◆ Instructions for the task:
The answer should consist of each line below that contains the word "Jalan".
****************************************
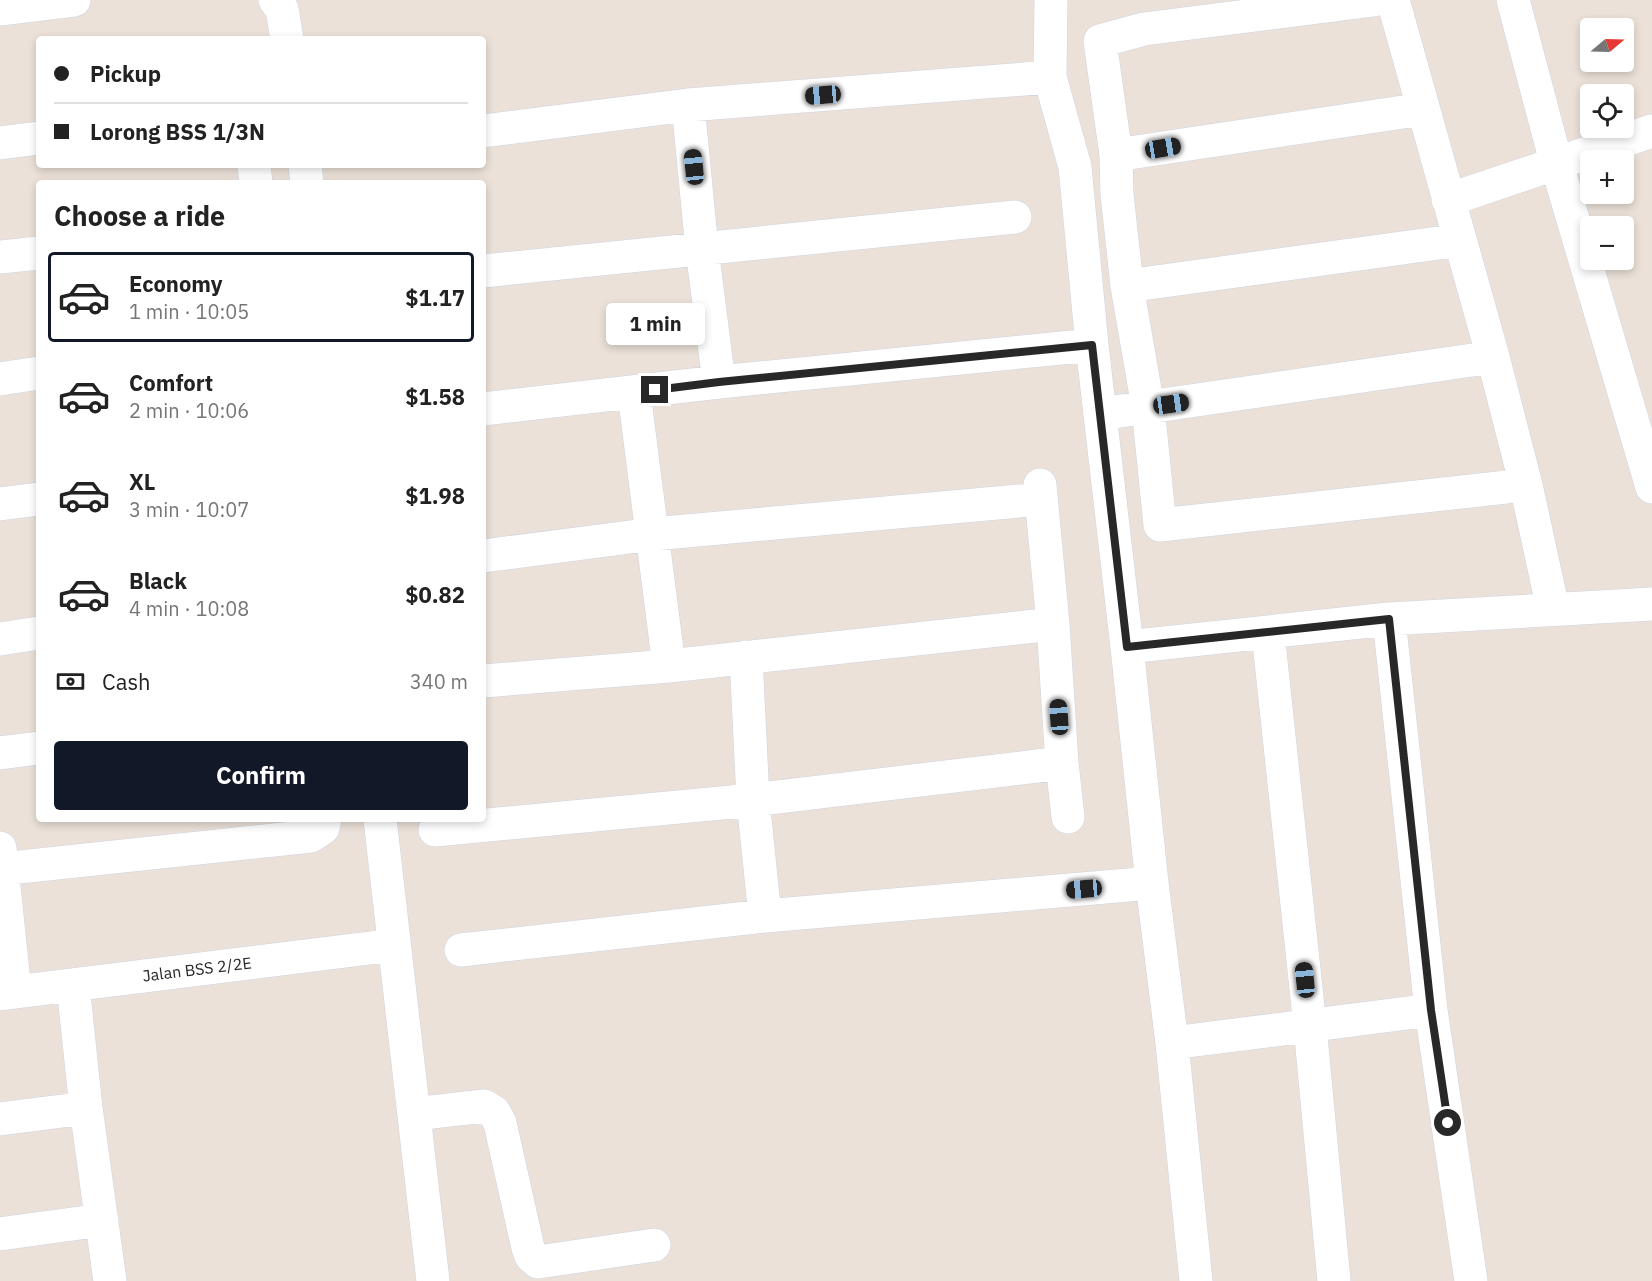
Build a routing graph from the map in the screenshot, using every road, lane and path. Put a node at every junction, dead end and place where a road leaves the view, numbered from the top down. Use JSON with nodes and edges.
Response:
{"nodes":[{"id":1,"x":74,"y":0,"type":"edge"},
{"id":2,"x":275,"y":0,"type":"edge"},
{"id":3,"x":1051,"y":0,"type":"edge"},
{"id":4,"x":1374,"y":0,"type":"edge"},
{"id":5,"x":1393,"y":0,"type":"edge"},
{"id":6,"x":1513,"y":0,"type":"edge"},
{"id":7,"x":0,"y":9,"type":"edge"},
{"id":8,"x":286,"y":36,"type":"edge"},
{"id":9,"x":1050,"y":77,"type":"junction"},
{"id":10,"x":688,"y":105,"type":"junction"},
{"id":11,"x":1423,"y":109,"type":"junction"},
{"id":12,"x":1652,"y":130,"type":"edge"},
{"id":13,"x":486,"y":131,"type":"edge"},
{"id":14,"x":36,"y":138,"type":"edge"},
{"id":15,"x":0,"y":143,"type":"edge"},
{"id":16,"x":1116,"y":155,"type":"junction"},
{"id":17,"x":1556,"y":162,"type":"junction"},
{"id":18,"x":1448,"y":200,"type":"junction"},
{"id":19,"x":1015,"y":217,"type":"dead end"},
{"id":20,"x":1460,"y":240,"type":"junction"},
{"id":21,"x":702,"y":249,"type":"junction"},
{"id":22,"x":36,"y":253,"type":"edge"},
{"id":23,"x":0,"y":257,"type":"edge"},
{"id":24,"x":486,"y":271,"type":"edge"},
{"id":25,"x":1128,"y":286,"type":"junction"},
{"id":26,"x":1092,"y":345,"type":"junction"},
{"id":27,"x":1493,"y":357,"type":"junction"},
{"id":28,"x":36,"y":373,"type":"edge"},
{"id":29,"x":0,"y":379,"type":"edge"},
{"id":30,"x":719,"y":382,"type":"junction"},
{"id":31,"x":634,"y":393,"type":"junction"},
{"id":32,"x":1148,"y":407,"type":"junction"},
{"id":33,"x":486,"y":409,"type":"edge"},
{"id":34,"x":1100,"y":414,"type":"junction"},
{"id":35,"x":1526,"y":485,"type":"junction"},
{"id":36,"x":1652,"y":487,"type":"edge"},
{"id":37,"x":36,"y":499,"type":"edge"},
{"id":38,"x":0,"y":504,"type":"edge"},
{"id":39,"x":652,"y":534,"type":"junction"},
{"id":40,"x":486,"y":556,"type":"edge"},
{"id":41,"x":1652,"y":604,"type":"edge"},
{"id":42,"x":1553,"y":609,"type":"junction"},
{"id":43,"x":1389,"y":619,"type":"junction"},
{"id":44,"x":1053,"y":624,"type":"junction"},
{"id":45,"x":36,"y":633,"type":"edge"},
{"id":46,"x":1268,"y":633,"type":"junction"},
{"id":47,"x":0,"y":639,"type":"edge"},
{"id":48,"x":1127,"y":647,"type":"junction"},
{"id":49,"x":746,"y":657,"type":"junction"},
{"id":50,"x":669,"y":666,"type":"junction"},
{"id":51,"x":486,"y":681,"type":"edge"},
{"id":52,"x":36,"y":748,"type":"edge"},
{"id":53,"x":0,"y":753,"type":"edge"},
{"id":54,"x":1062,"y":763,"type":"junction"},
{"id":55,"x":753,"y":800,"type":"junction"},
{"id":56,"x":1068,"y":817,"type":"dead end"},
{"id":57,"x":324,"y":822,"type":"edge"},
{"id":58,"x":380,"y":822,"type":"edge"},
{"id":59,"x":435,"y":830,"type":"dead end"},
{"id":60,"x":1,"y":861,"type":"edge"},
{"id":61,"x":1152,"y":883,"type":"junction"},
{"id":62,"x":765,"y":916,"type":"junction"},
{"id":63,"x":394,"y":945,"type":"junction"},
{"id":64,"x":461,"y":950,"type":"dead end"},
{"id":65,"x":73,"y":984,"type":"junction"},
{"id":66,"x":8,"y":993,"type":"edge"},
{"id":67,"x":1431,"y":1010,"type":"junction"},
{"id":68,"x":1310,"y":1026,"type":"junction"},
{"id":69,"x":1172,"y":1043,"type":"junction"},
{"id":70,"x":86,"y":1108,"type":"junction"},
{"id":71,"x":414,"y":1114,"type":"junction"},
{"id":72,"x":0,"y":1119,"type":"edge"},
{"id":73,"x":102,"y":1220,"type":"junction"},
{"id":74,"x":0,"y":1234,"type":"edge"},
{"id":75,"x":654,"y":1245,"type":"dead end"},
{"id":76,"x":110,"y":1281,"type":"edge"},
{"id":77,"x":433,"y":1281,"type":"edge"},
{"id":78,"x":1196,"y":1281,"type":"edge"},
{"id":79,"x":1334,"y":1281,"type":"edge"},
{"id":80,"x":1471,"y":1281,"type":"edge"}],
"edges":[{"from":1,"to":7,"type":"street"},
{"from":2,"to":8,"type":"street"},
{"from":3,"to":9,"type":"street"},
{"from":4,"to":16,"type":"street"},
{"from":5,"to":11,"type":"street"},
{"from":6,"to":17,"type":"street"},
{"from":9,"to":10,"type":"street"},
{"from":9,"to":26,"type":"street"},
{"from":10,"to":13,"type":"street"},
{"from":10,"to":21,"type":"street"},
{"from":11,"to":16,"type":"street"},
{"from":11,"to":18,"type":"street"},
{"from":12,"to":17,"type":"street"},
{"from":14,"to":15,"type":"street"},
{"from":16,"to":25,"type":"street"},
{"from":17,"to":18,"type":"street"},
{"from":17,"to":36,"type":"street"},
{"from":18,"to":20,"type":"street"},
{"from":19,"to":21,"type":"street"},
{"from":20,"to":25,"type":"street"},
{"from":20,"to":27,"type":"street"},
{"from":21,"to":24,"type":"street"},
{"from":21,"to":30,"type":"street"},
{"from":22,"to":23,"type":"street"},
{"from":25,"to":32,"type":"street"},
{"from":26,"to":30,"type":"street"},
{"from":26,"to":34,"type":"street"},
{"from":27,"to":32,"type":"street"},
{"from":27,"to":35,"type":"street"},
{"from":28,"to":29,"type":"street"},
{"from":30,"to":31,"type":"street"},
{"from":31,"to":33,"type":"street"},
{"from":31,"to":39,"type":"street"},
{"from":32,"to":34,"type":"street"},
{"from":32,"to":35,"type":"street"},
{"from":34,"to":48,"type":"street"},
{"from":35,"to":42,"type":"street"},
{"from":37,"to":38,"type":"street"},
{"from":39,"to":40,"type":"street"},
{"from":39,"to":44,"type":"street"},
{"from":39,"to":50,"type":"street"},
{"from":41,"to":42,"type":"street"},
{"from":42,"to":43,"type":"street"},
{"from":43,"to":46,"type":"street"},
{"from":43,"to":67,"type":"street"},
{"from":44,"to":49,"type":"street"},
{"from":44,"to":54,"type":"street"},
{"from":45,"to":47,"type":"street"},
{"from":46,"to":48,"type":"street"},
{"from":46,"to":68,"type":"street"},
{"from":48,"to":61,"type":"street"},
{"from":49,"to":50,"type":"street"},
{"from":49,"to":55,"type":"street"},
{"from":50,"to":51,"type":"street"},
{"from":52,"to":53,"type":"street"},
{"from":54,"to":55,"type":"street"},
{"from":54,"to":56,"type":"street"},
{"from":55,"to":59,"type":"street"},
{"from":55,"to":62,"type":"street"},
{"from":57,"to":60,"type":"street"},
{"from":58,"to":63,"type":"street"},
{"from":60,"to":66,"type":"street"},
{"from":61,"to":62,"type":"street"},
{"from":61,"to":69,"type":"street"},
{"from":62,"to":64,"type":"street"},
{"from":63,"to":65,"type":"street","name":"Jalan BSS 2/2E"},
{"from":63,"to":71,"type":"street"},
{"from":65,"to":66,"type":"street","name":"Jalan BSS 2/2E"},
{"from":65,"to":70,"type":"street"},
{"from":67,"to":68,"type":"street"},
{"from":67,"to":80,"type":"street"},
{"from":68,"to":69,"type":"street"},
{"from":68,"to":79,"type":"street"},
{"from":69,"to":78,"type":"street"},
{"from":70,"to":72,"type":"street"},
{"from":70,"to":73,"type":"street"},
{"from":71,"to":75,"type":"street"},
{"from":71,"to":77,"type":"street"},
{"from":73,"to":74,"type":"street"},
{"from":73,"to":76,"type":"street"}]}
****************************************
◆ Reply to the exercise:
{"from":63,"to":65,"type":"street","name":"Jalan BSS 2/2E"},
{"from":65,"to":66,"type":"street","name":"Jalan BSS 2/2E"},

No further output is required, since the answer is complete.